我停止了思虑。低下头,让脑海去筛选一个最精确的答案,稍顷,一切又恢复了静止。抬头望天,天还是那么蓝,丝毫没有微乎其微的变化。于是我说:这就是西藏,它让你看着天的蓝就没有遗憾。
多数时候,我们会刻意去找寻一个完美的答案,以便对自己和对方的疑问做个解释。可实在是困难。初来西藏的人时常会为诸如天为什么那么的蓝等问题冥思苦想而导致大脑缺氧,于是失去了轻松享受天然风光的美丽,或者变得没了主张,对一切神秘的东西一见钟情,随之又耿耿于怀。所以我必须补充一句:也许……大致如此吧……你不必过分去深究太多的问题,在你抵达之前,西藏的天就这么的蓝,在你离开之后,它还将依然的蓝,彻底的蓝,完完整整的蓝,永永远远的蓝……
她笑了,笑得那么勉强,用手狠狠指着我,说:“天啦,那么神奇,那么玄奥。

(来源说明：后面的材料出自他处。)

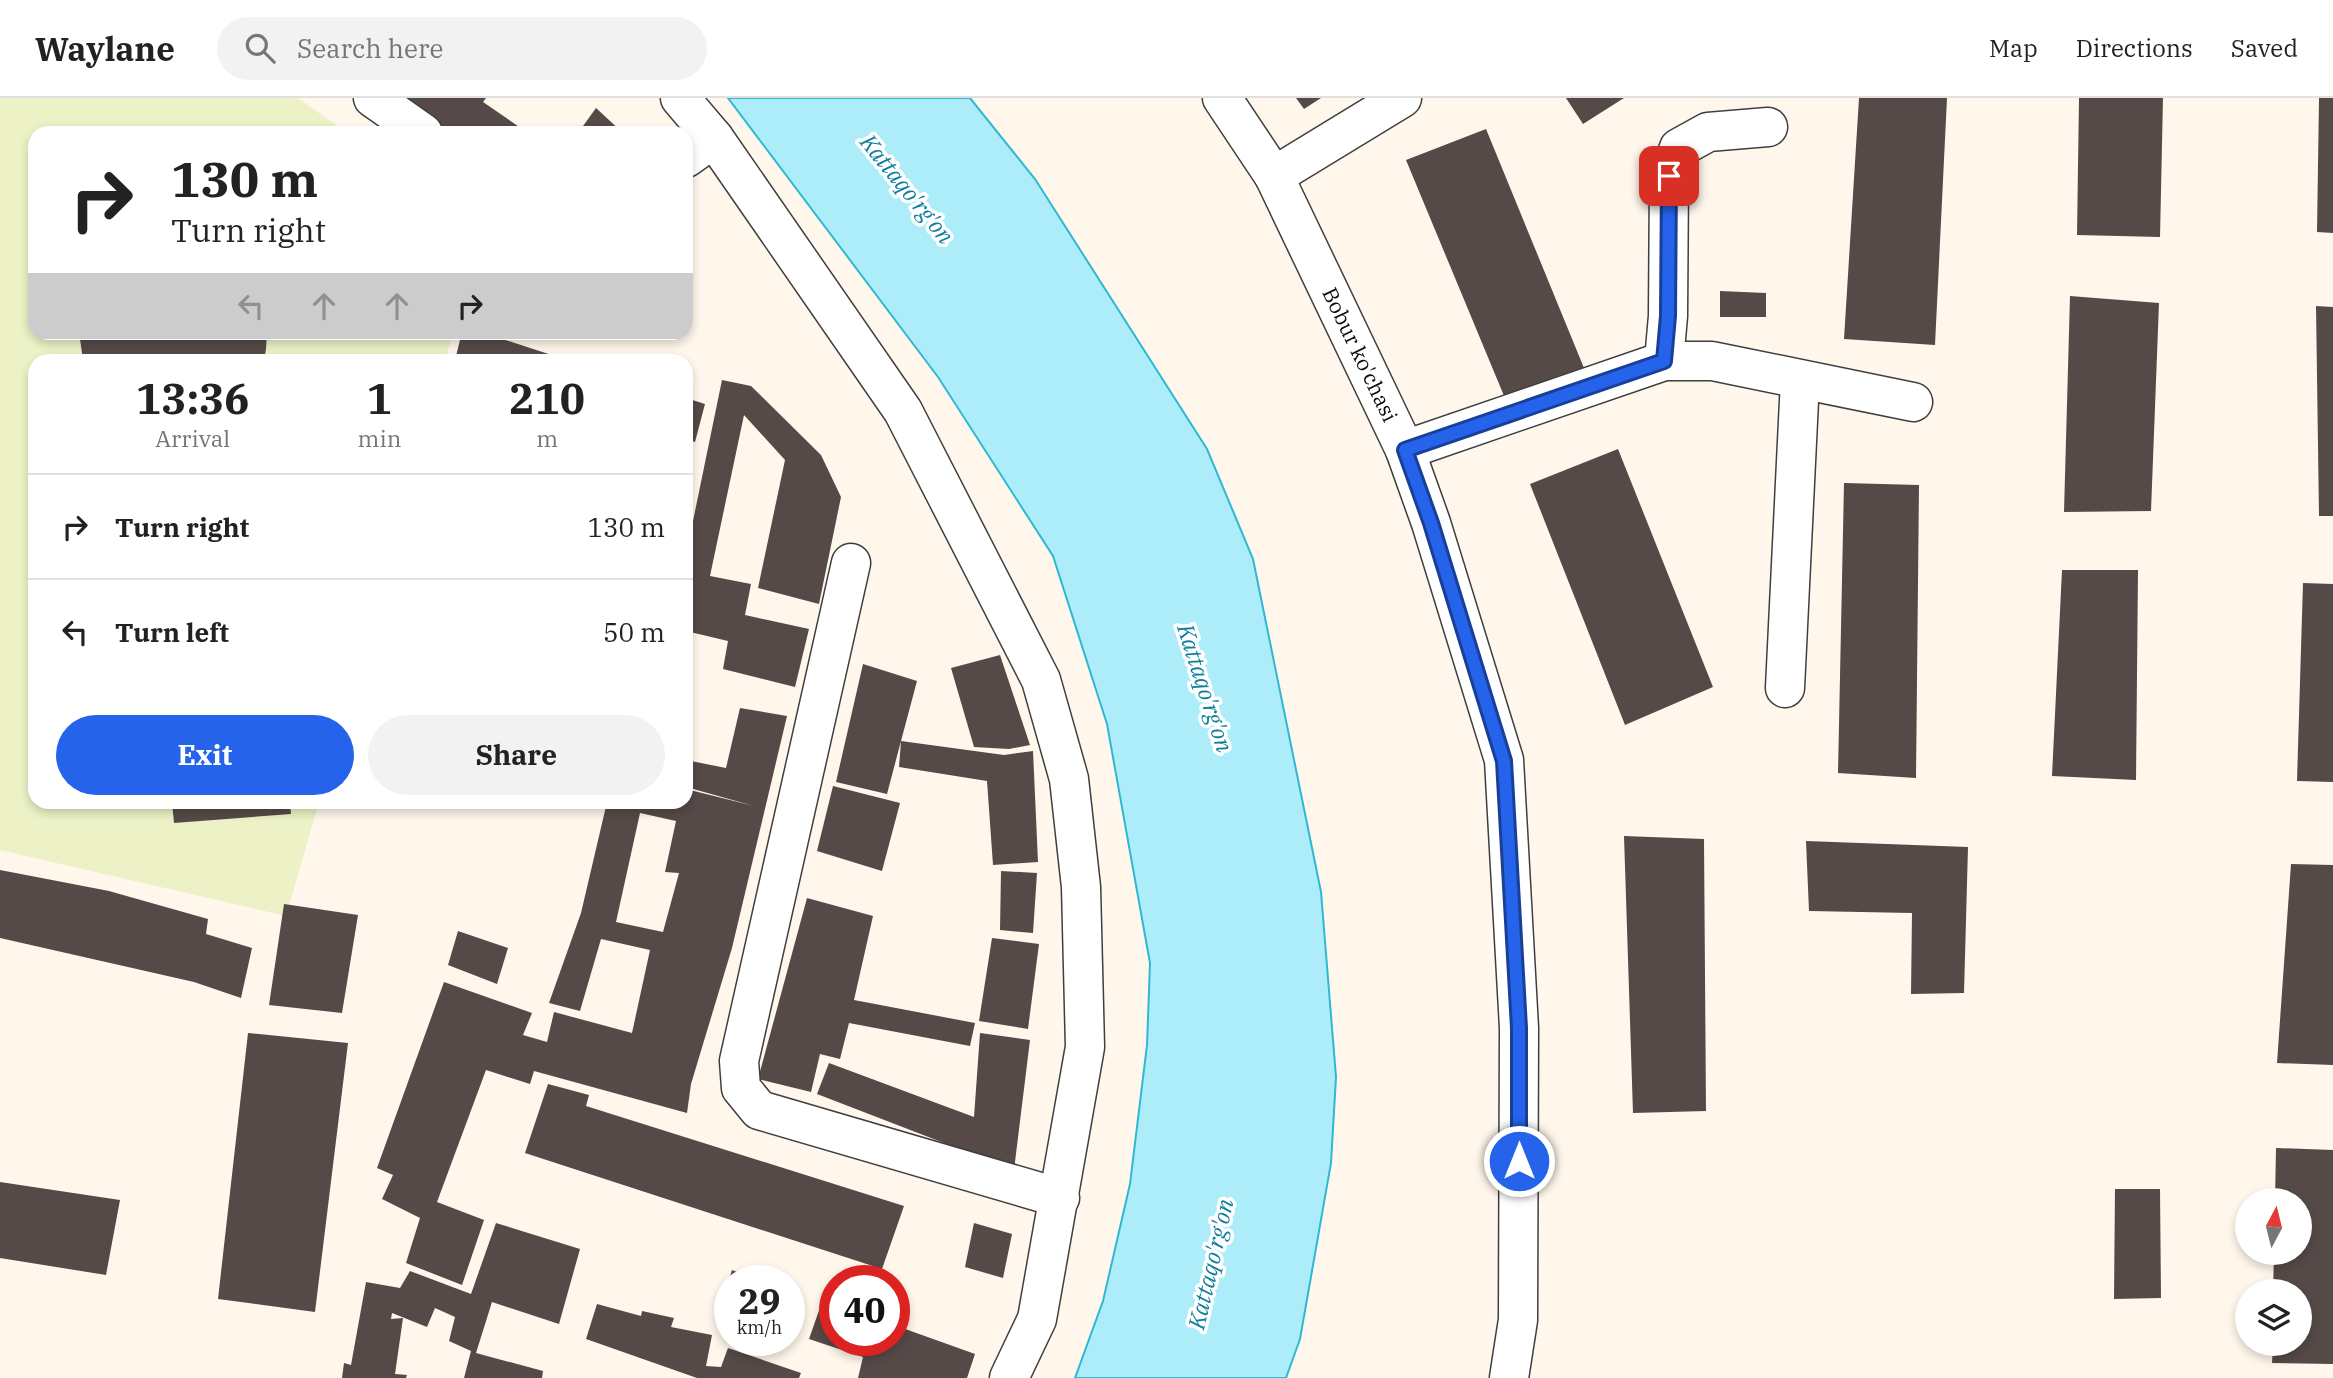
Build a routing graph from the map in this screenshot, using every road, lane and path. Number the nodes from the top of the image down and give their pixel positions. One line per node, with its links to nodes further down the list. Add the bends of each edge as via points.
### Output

”
我也笑了:“哈哈!谁让你出的题这么的难,到处全都是正确答案。”
后来,我发现自己的答案很不标准,而且还有些谬误。其实,真正的答案只有天才知道,面对这样的问题,邪说得越多,越是有愧苍天。反过来,我倒想问你了:天蓝点有什么不好呢?天天天蓝,多么美好的生活呵,难道你还当心它这样蓝下去不是件好事?难道你真不知这里原本就是蓝色星球?我不否认天空的色彩会带给人不一样的情绪,特别是成都那座成天灰得一塌糊涂的城市,灰得十分潮湿,潮湿把小伙们潮得一个个细皮嫩肉,看上去很“白”。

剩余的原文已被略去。